Les difficultés des jeunes diplômés Togolais à s’insérer sur le marché du travail
DOI :
https://doi.org/10.55595/lakisa.v5i9.250Mots-clés :
Engagement, marché, travail, diplômés, Togo.Résumé
L'état actuel du marché du travail au Togo semble structurellement fermé aux jeunes diplômés sortants des universités et écoles de formation technique et professionnelle. Ce travail vise, entre autres objectifs, mettre en évidence les entraves factuelles et systémiques sur le parcours des jeunes diplômés à la course pour gagner un plein emploi rémunérateur. Le Togo se caractérise à plusieurs endroits géographiques par un fort taux de chômage et de sous-emploi. Cela préoccupe les acteurs publics, qui ont procédé à la mise en place des structures entrepreneuriales pour préparer les jeunes au marché de l’emploi privé, parapublic et public. Les exemples de l’ANPE, ANVT et le FAIEJ poussent au renforcement des capacités de production, aux stages pratiques et à l’accumulation d’expériences professionnelles des jeunes diplômés en vue du gain du premier emploi satisfaisant.
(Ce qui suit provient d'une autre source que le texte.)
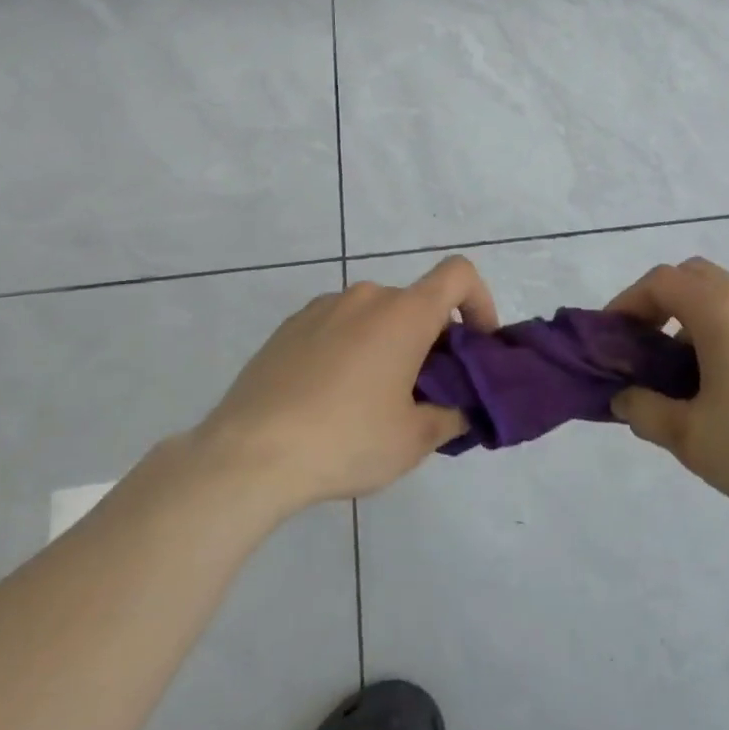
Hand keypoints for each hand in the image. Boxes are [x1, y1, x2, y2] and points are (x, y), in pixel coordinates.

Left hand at [194, 256, 497, 516]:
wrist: (247, 455)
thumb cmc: (346, 440)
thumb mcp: (414, 440)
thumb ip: (452, 416)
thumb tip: (461, 408)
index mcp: (405, 313)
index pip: (459, 275)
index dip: (480, 301)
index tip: (476, 345)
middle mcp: (366, 296)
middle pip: (417, 303)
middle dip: (432, 339)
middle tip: (425, 391)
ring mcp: (322, 308)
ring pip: (376, 316)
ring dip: (389, 344)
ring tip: (373, 399)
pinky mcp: (289, 327)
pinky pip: (338, 326)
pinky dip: (351, 348)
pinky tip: (331, 397)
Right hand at [605, 257, 728, 513]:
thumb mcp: (688, 435)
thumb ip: (645, 411)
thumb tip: (623, 398)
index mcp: (720, 311)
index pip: (662, 281)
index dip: (628, 302)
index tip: (612, 337)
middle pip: (691, 276)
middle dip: (657, 301)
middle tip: (641, 342)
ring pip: (718, 294)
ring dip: (686, 316)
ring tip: (673, 368)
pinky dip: (713, 328)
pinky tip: (711, 379)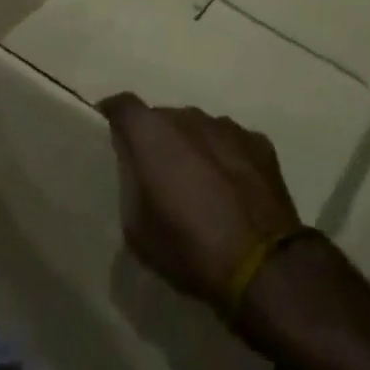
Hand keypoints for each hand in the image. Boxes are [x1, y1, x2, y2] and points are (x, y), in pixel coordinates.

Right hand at [99, 94, 302, 314]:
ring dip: (193, 148)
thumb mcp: (138, 230)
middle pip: (164, 118)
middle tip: (157, 174)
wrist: (261, 264)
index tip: (108, 132)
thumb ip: (132, 188)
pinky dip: (225, 159)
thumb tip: (138, 174)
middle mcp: (189, 116)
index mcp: (153, 133)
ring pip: (199, 129)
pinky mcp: (258, 142)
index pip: (123, 105)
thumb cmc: (188, 247)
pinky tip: (231, 192)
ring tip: (198, 186)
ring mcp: (227, 126)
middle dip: (157, 140)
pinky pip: (231, 143)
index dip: (113, 116)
Si la vision de ces organes reste d’aider les produits du système éducatif à acquérir les compétences professionnelles nécessaires pour s’engager sur le marché du travail et dans les projets auto-entrepreneuriaux, le caractère de volontariat et de bénévolat n’incite pas les jeunes diplômés à un engagement motivant pour rejoindre les structures publiques passerelles vers le monde du travail plus rémunérateur. L’observation empirique, les méthodes de recherche quantitative et qualitative en plus de la revue de la littérature révèlent que la plupart des jeunes diplômés s’orientent vers le marché de l’emploi informel. Les difficultés des jeunes à s’insérer engendrent l’informatisation du marché du travail, le sous-emploi massif et la pauvreté galopante et des disparités sociales dans le pays.
Mots-clés : Engagement, marché, travail, diplômés, Togo.